I have an old 250 watt HPS light that I have no use for. I've heard that if you remove the ignitor from an HPS light, it can then be used for metal halide. Is this true?

If so, does anybody know where I can get a worklight type reflector that will fit a mogul base bulb?


----------



## brickbat (Mar 2, 2006)

BatteryCharger said:


> ...I've heard that if you remove the ignitor from an HPS light, it can then be used for metal halide. ...



That seems a little ambiguous. Are you asking if you can use the ignitor itself for a metal halide lamp, or are you asking if the old HPS fixture, sans ignitor, is suitable for a metal halide lamp?

The answer is no, to the latter question.


----------



## Zelandeth (Mar 7, 2006)

This depends. There are certain MH lamps which are designed to be run on a SON (and in some cases high pressure mercury) ballast in some cases with, and some cases without the ignitor.
I cannot stress enough that this is NOT THE CASE FOR ALL METAL HALIDE LAMPS, and running lamps that just happen to be of the same wattage will result in things at best, not working as well as they should, the lamp not being as bright as it should, the colour temperature being way off, the lamp suffering from a short lifetime, the ballast overheating/failing, and even the lamp possibly exploding. Of course, it also might just fail to work at all. Using the wrong lamp can be dangerous, both to your equipment and to yourself. So make sure you know what you're doing.

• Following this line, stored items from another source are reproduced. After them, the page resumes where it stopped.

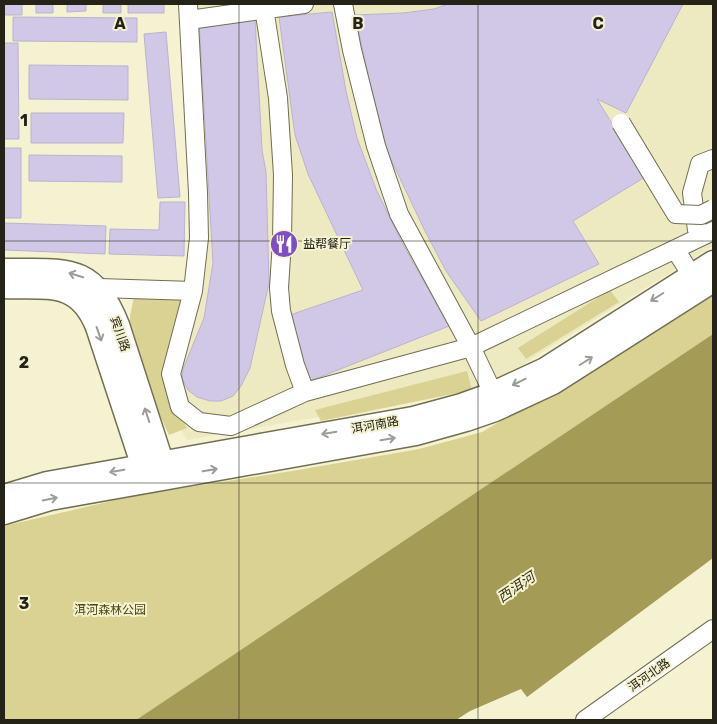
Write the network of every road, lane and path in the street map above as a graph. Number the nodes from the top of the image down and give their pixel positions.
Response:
1 (304, 4) edge
2 (344, 4) edge
3 (264, 8) junction
4 (189, 12) edge
5 (621, 123) dead end
6 (713, 159) edge
7 (713, 208) edge
8 (706, 234) edge
9 (675, 248) junction
10 (713, 262) edge
11 (4, 270) edge
12 (692, 276) junction
13 (713, 281) edge
14 (4, 287) edge
15 (99, 288) junction
16 (193, 291) junction
17 (471, 347) junction
18 (305, 392) junction
19 (493, 393) junction
20 (231, 426) junction
21 (219, 452) junction
22 (155, 472) junction
23 (4, 496) edge
24 (4, 513) edge
25 (713, 629) edge
26 (585, 720) edge

1 - 3 street
2 - 17 street
3 - 4 street
3 - 18 street
4 - 16 street
5 - 7 street, bridge
6 - 8 street
8 - 9 street
9 - 12 street
9 - 17 street
10 - 12 main road, 洱河南路
15 -> 11 main road, 宾川路
12 -> 19 main road, 洱河南路
22 -> 13 main road, 洱河南路
14 -> 22 main road, 宾川路
15 - 16 street
22 -> 15 main road, 宾川路
16 - 20 street
17 - 18 street
17 - 19 street
18 - 20 street
19 -> 21 main road, 洱河南路
20 - 21 street
21 - 22 main road, 洱河南路
22 -> 23 main road, 洱河南路
24 -> 22 main road, 洱河南路
25 - 26 street, 洱河北路

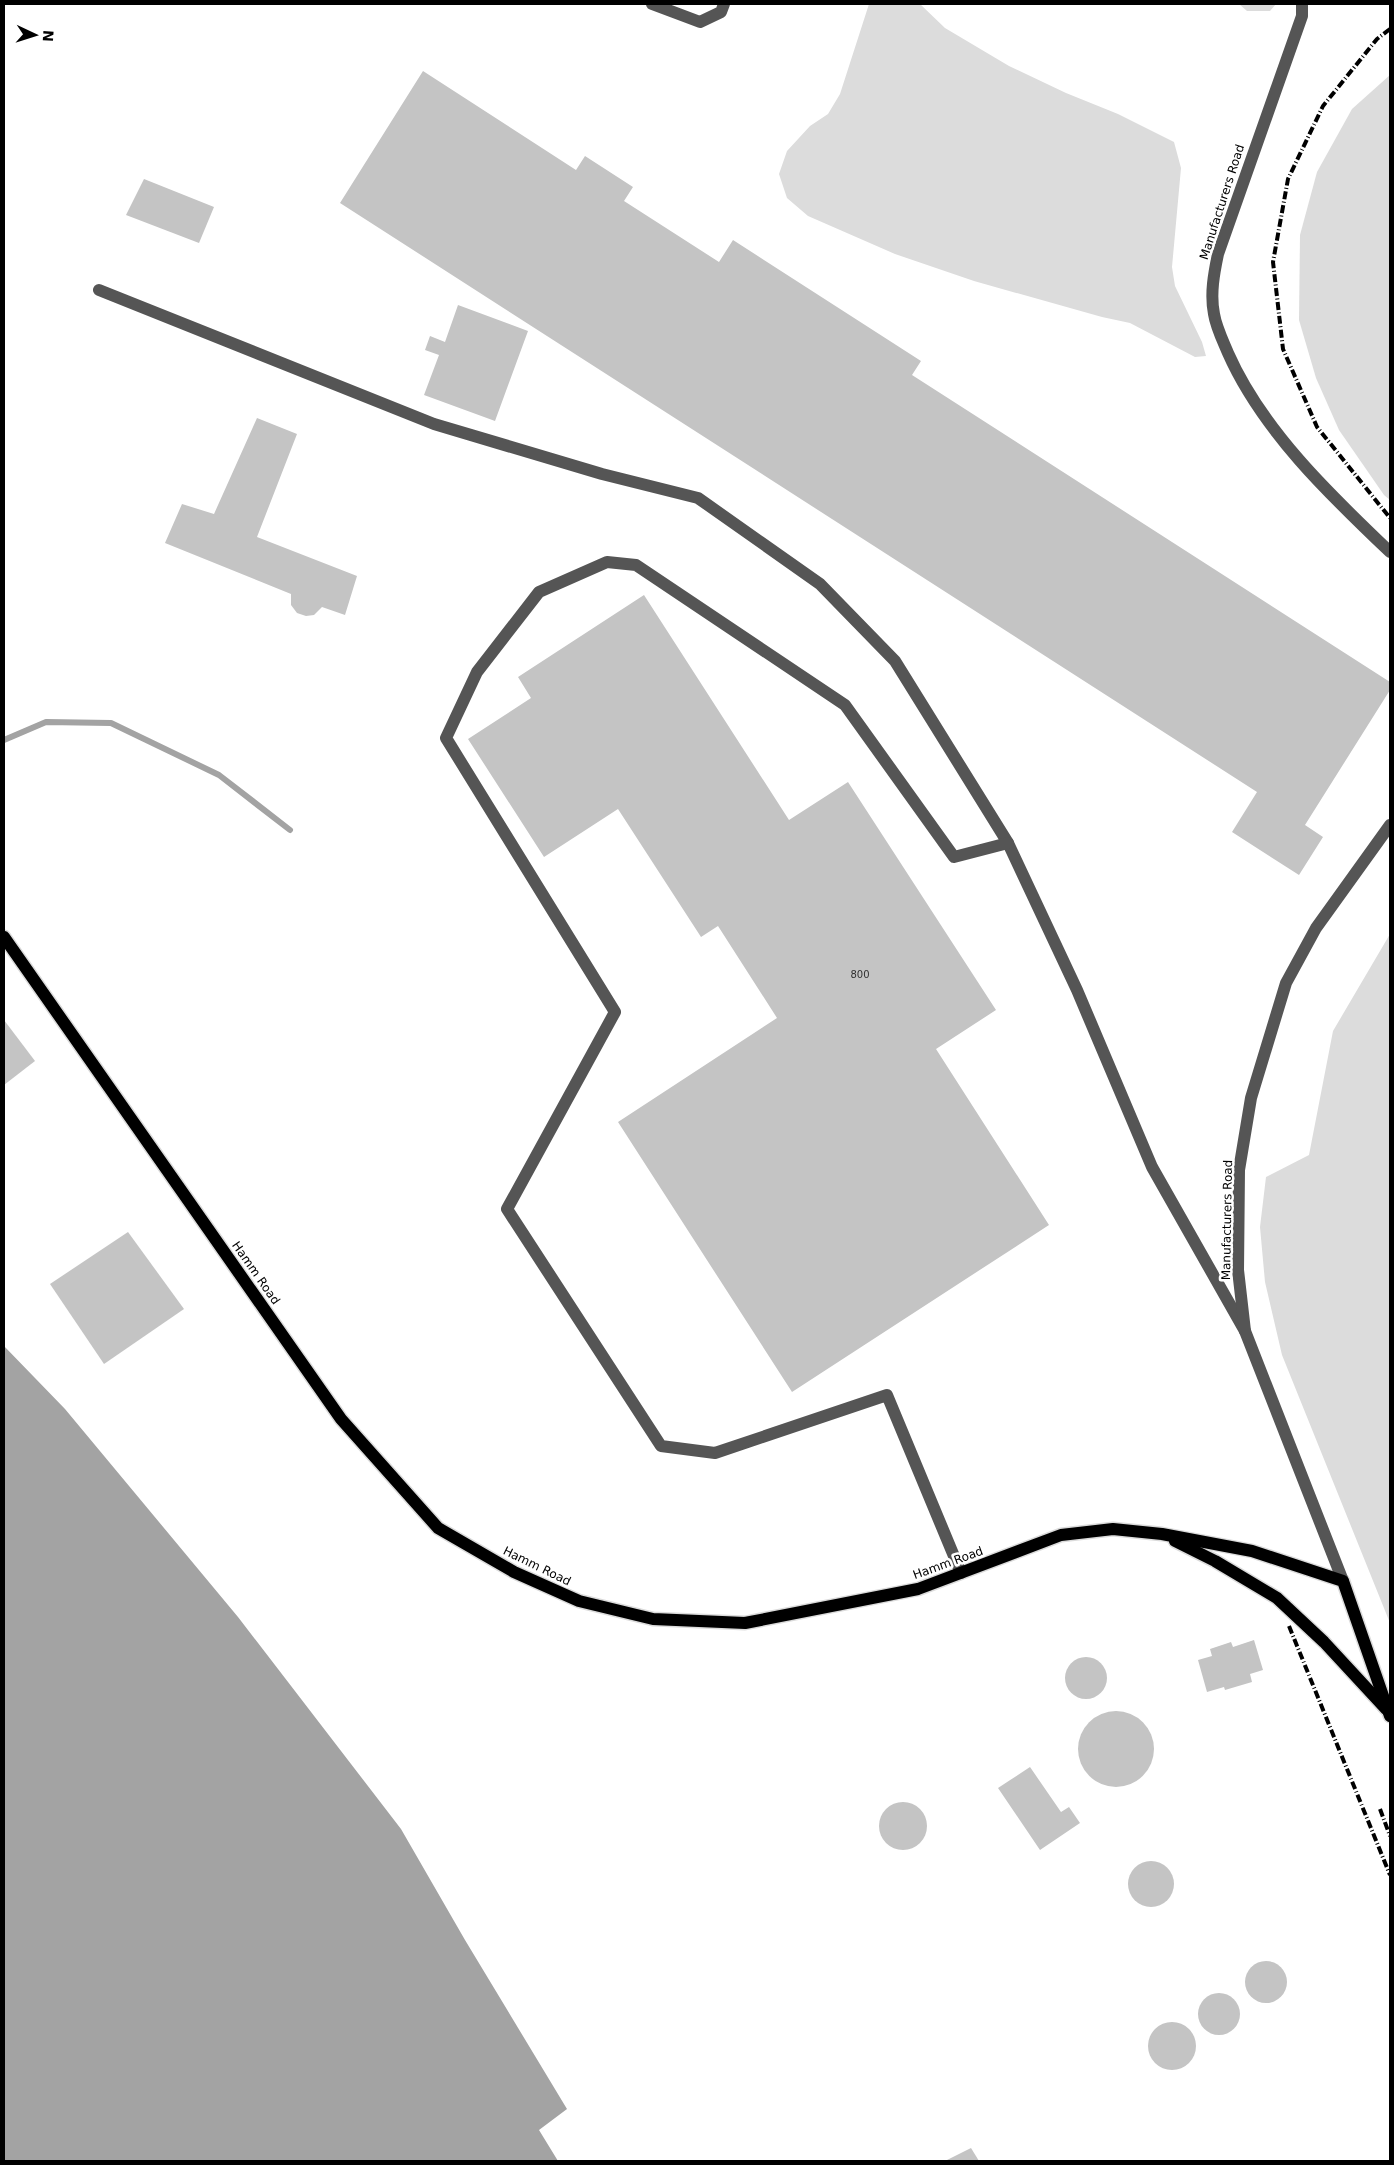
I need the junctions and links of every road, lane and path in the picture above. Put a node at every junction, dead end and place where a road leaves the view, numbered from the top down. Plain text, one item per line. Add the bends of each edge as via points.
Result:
1 (652, 4) edge
2 (724, 4) edge
3 (1313, 4) edge
4 (673, 7) edge
5 (1302, 10) edge
6 (99, 290) dead end
7 (1390, 552) edge
8 (1390, 825) edge
9 (1008, 843) junction
10 (4, 937) edge
11 (1245, 1331) junction
12 (1162, 1534) junction
13 (961, 1573) junction
14 (1343, 1581) junction
15 (1390, 1714) edge

1 - 4 street
2 - 4 street via 721,12 700,22
3 - 5 street, Manufacturers Road
5 - 7 street, Manufacturers Road via 1218,254 1213,284 1214,314 1240,379 1280,435 1334,499
6 - 9 street via 434,424 602,474 698,498 820,584 895,661
8 - 11 street, Manufacturers Road via 1316,928 1286,983 1251,1098 1239,1170 1238,1270
9 - 11 street via 1077,990 1152,1167
9 - 13 street via 954,858 845,705 636,565 607,562 539,592 477,672 446,738 615,1012 507,1209 661,1446 715,1454 887,1395
10 - 13 main road, Hamm Road via 341,1419 438,1528 514,1572 579,1601 653,1619 745,1623 918,1589
11 - 14 street, Manufacturers Road
12 - 13 main road, Hamm Road via 1112,1529 1061,1535
12 - 14 main road, Hamm Road via 1252,1551
12 - 15 main road via 1277,1598 1324,1642
14 - 15 main road, Manufacturers Road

Provided you do find a lamp that's suitable for use on your ballast, it's worth noting that it must be ensured that you have a lamp suitable for use in open fixtures (as not all MH lamps are), and that it is compatible with the burning position in your lamp. The vast majority of SON lamps can operate in any position, but a good number of metal halide lamps are sensitive to orientation. If the lamp requires an enclosed fixture, you'll need to find somewhere to source a proper glass cover for yours. DO NOT be tempted to skip that step, aside from the fact that MH lamps in some cases are at risk of exploding if operated past the end of their rated life, they often emit quite an amount of UV. If the lamp is rated for use in open fixtures, these are things you don't need to worry about though.

This link points to a page for a lamp similar to what you're looking for at Lamptech.co.uk.

Hope this helps!


----------